Aleksandr Kolotkov (Soft-Service LLC): Tutorial: Real time big data handling
A problem of handling and analysing big data attracts growing attention in different branches of science and economics. Important elements of big data handling are the reporting and analytics of a dataset of interest. As per a textbook, reporting is “the process of organising data into informational summaries in order to monitor how different areas of a business are performing”. This includes the identification of the intrinsic parameters of the data cloud (its core metrics), presenting them in e.g. a spreadsheet or online dashboard, and aggregation of these parameters according to their properties. Likewise, analytics is “the process of exploring data and reports in order to extract meaningful insights, which can be used to better understand and improve business performance”. For example, in some cases the global behaviour of some data parameter can be better understood by breaking the dataset down towards smaller scales, which is a form of analytics. Thus, both reporting and analytics are valuable forms of business intelligence. Reporting provides the information, analytics gives the insights. Reporting raises questions, analytics attempts to answer them. For big data constituted of, e.g., millions or billions of events, performing of the reporting and analytics is naturally complicated by the amount of data, leading to the following principal issues: 1) involvement of reasonable computational resources; and 2) adequate time-scales needed for the report making (reporting) and hypothesis testing (analytics).
In this tutorial, I will be discussing big data handling, addressing one of the tools allowing for an effective solution of these tasks, ClickHouse: a new open source column-oriented database management system developed by Yandex, Russia (it currently powers Yandex.Metrica, the world’s third-largest web analytics platform). In the tutorial format the following features of ClickHouse will be considered: its performance, scalability, hardware efficiency, fault tolerance, and more. Also, the installation procedure and loading of a sample dataset from open sources and querying will be discussed. A sample dataset of the USA civil flights data since 1987 till 2015 from the open sources (contains 166 millions rows, 63 Gb of uncompressed data) will be used for the demonstration. As an example, we are going to obtain new knowledge after querying a sample dataset to find the most popular destinations in 2015, the most popular cities of departure, cities of departure which offer maximum variety of destinations, flight delay dependence on the day of week, cities of departure with most frequent delays for 1 hour or longer, flights of maximum duration, distribution of arrival time delays split by air companies, air companies which stopped flights operation, most trending destination cities in 2015, destination cities with maximum popularity-season dependency.

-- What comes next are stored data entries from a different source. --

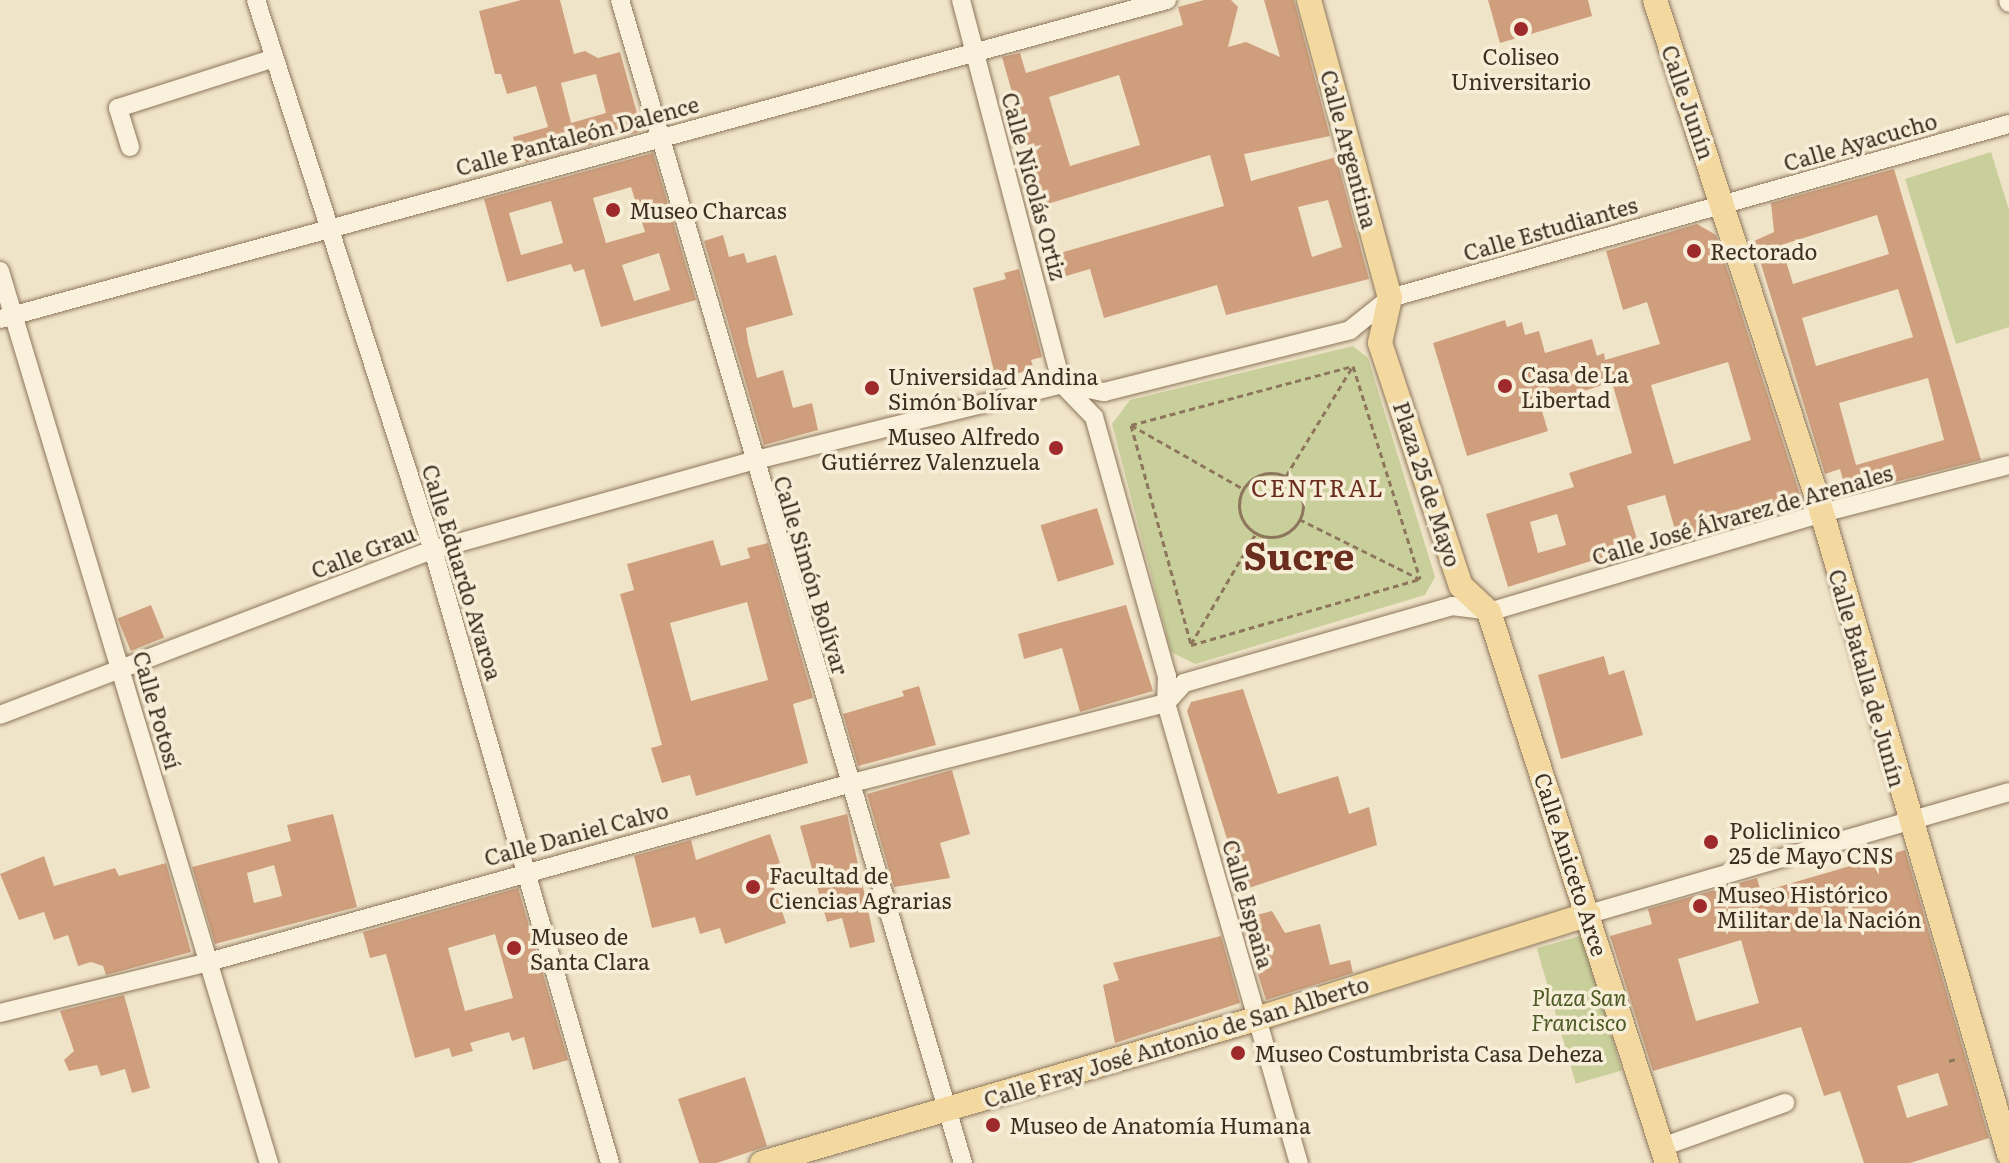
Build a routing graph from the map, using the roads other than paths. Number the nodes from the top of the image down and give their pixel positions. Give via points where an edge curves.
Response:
1 (256, 0) edge
2 (620, 0) edge
3 (961, 0) edge
4 (1167, 0) edge
5 (1309, 0) edge
6 (1655, 0) edge
7 (976, 56) junction
8 (272, 59) junction
9 (2009, 124) edge
10 (657, 137) junction
11 (130, 147) dead end
12 (1724, 204) junction
13 (328, 227) junction
14 (0, 271) edge
15 (1390, 298) junction
16 (7, 317) edge
17 (1062, 384) junction
18 (752, 461) junction
19 (2009, 465) edge
20 (1822, 513) junction
21 (433, 550) junction
22 (1489, 612) junction
23 (121, 667) junction
24 (1166, 703) junction
25 (0, 715) edge
26 (852, 783) junction
27 (2009, 792) edge
28 (1908, 821) junction
29 (527, 871) junction
30 (1589, 914) junction
31 (205, 963) junction
32 (0, 1013) edge
33 (1256, 1019) junction
34 (1785, 1103) dead end
35 (948, 1108) junction
36 (2009, 1154) edge
37 (1665, 1155) edge
38 (269, 1163) edge
39 (610, 1163) edge
40 (762, 1163) edge
41 (963, 1163) edge
42 (1299, 1163) edge

1 - 8 street, Calle Eduardo Avaroa
2 - 10 street, Calle Simón Bolívar
3 - 7 street, Calle Nicolás Ortiz
4 - 7 street, Calle Pantaleón Dalence
5 - 15 main road, Calle Argentina
6 - 12 main road, Calle Junín
7 - 10 street, Calle Pantaleón Dalence
7 - 17 street, Calle Nicolás Ortiz
8 - 11 street via 118,108
8 - 13 street, Calle Eduardo Avaroa
9 - 12 street, Calle Ayacucho
10 - 13 street, Calle Pantaleón Dalence
10 - 18 street, Calle Simón Bolívar
12 - 15 street, Calle Estudiantes
12 - 20 main road, Calle Batalla de Junín
13 - 16 street, Calle Pantaleón Dalence
13 - 21 street, Calle Eduardo Avaroa
14 - 16 street, Calle Potosí
15 - 17 street via 1350,330 1104,392
15 - 22 main road, Plaza 25 de Mayo via 1380,343 1461,586
16 - 23 street, Calle Potosí
17 - 18 street, Calle Grau
17 - 24 street via 1094,417 1167,676
18 - 21 street, Calle Grau
18 - 26 street, Calle Simón Bolívar
19 - 20 street, Calle José Álvarez de Arenales
20 - 22 street, Calle José Álvarez de Arenales
20 - 28 main road, Calle Batalla de Junín
21 - 23 street, Calle Grau
21 - 29 street, Calle Eduardo Avaroa
22 - 24 street via 1452,606 1184,683
22 - 30 main road, Calle Aniceto Arce
23 - 25 street, Calle Grau
23 - 31 street, Calle Potosí
24 - 26 street, Calle Daniel Calvo
24 - 33 street, Calle España
26 - 29 street, Calle Daniel Calvo
26 - 35 street, Calle Simón Bolívar
27 - 28 street
28 - 30 street
28 - 36 main road, Calle Batalla de Junín
29 - 31 street, Calle Daniel Calvo
29 - 39 street, Calle Eduardo Avaroa
30 - 33 main road, Calle Fray José Antonio de San Alberto
30 - 37 main road, Calle Aniceto Arce
31 - 32 street, Calle Daniel Calvo
31 - 38 street, Calle Potosí
33 - 35 main road, Calle Fray José Antonio de San Alberto
33 - 42 street, Calle España
34 - 37 street
35 - 40 main road, Calle Fray José Antonio de San Alberto
35 - 41 street, Calle Simón Bolívar

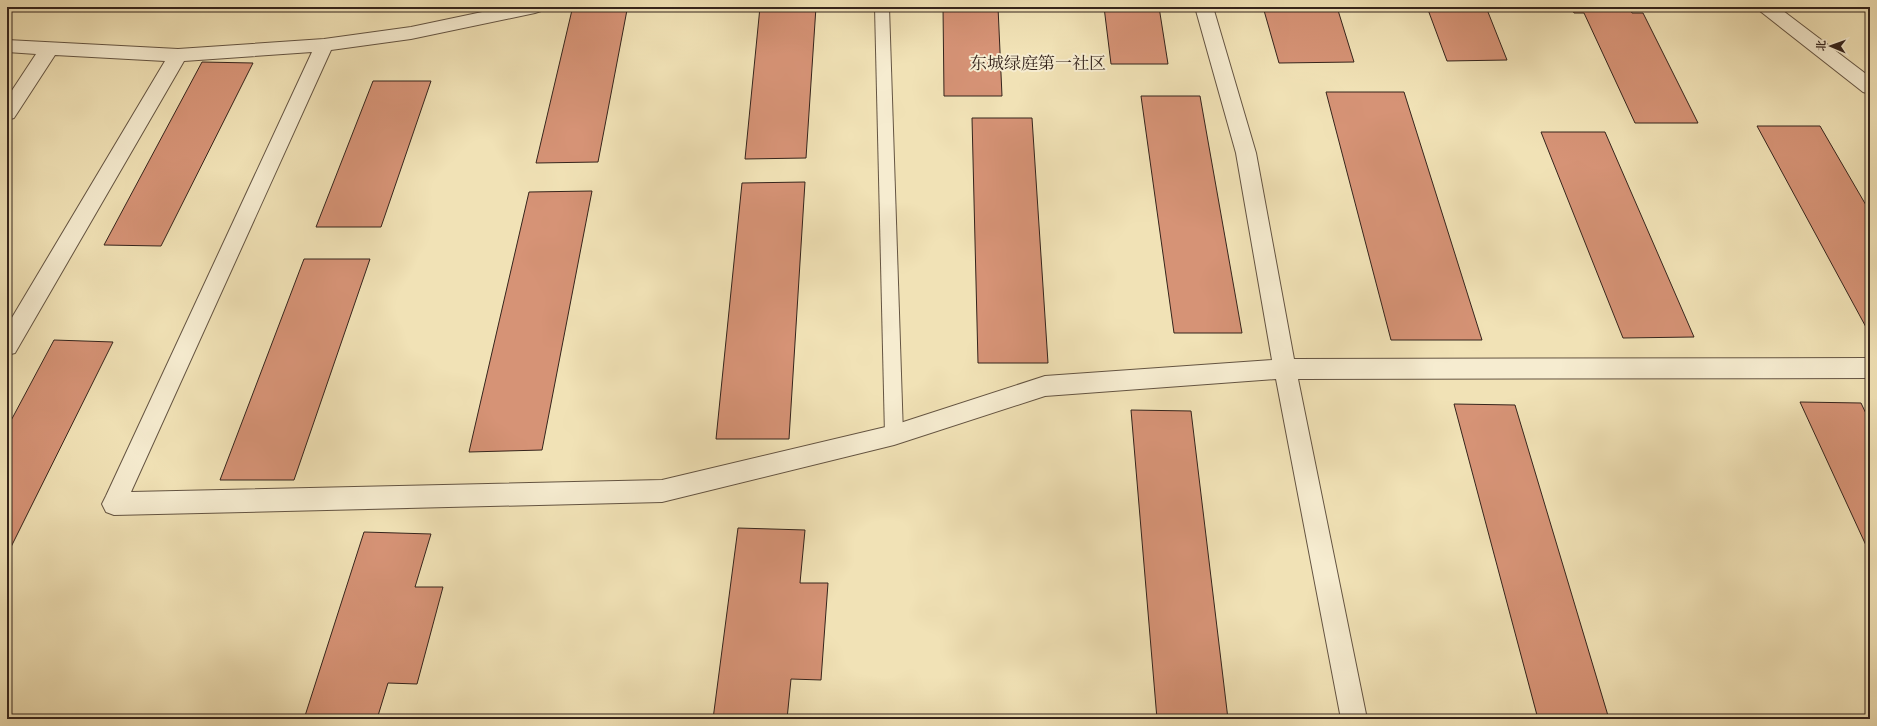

Reporting and analytics processes and tools capable to implement them, including ClickHouse, are mainly positioned as an important constituent part of business intelligence. However, one can consider the demonstrated features from an interdisciplinary point of view and readily implement them for data science purposes. For example, ClickHouse has already been successfully implemented at CERN's LHCb experiment to store and process metadata on 10 billion events with over 1000 attributes per event.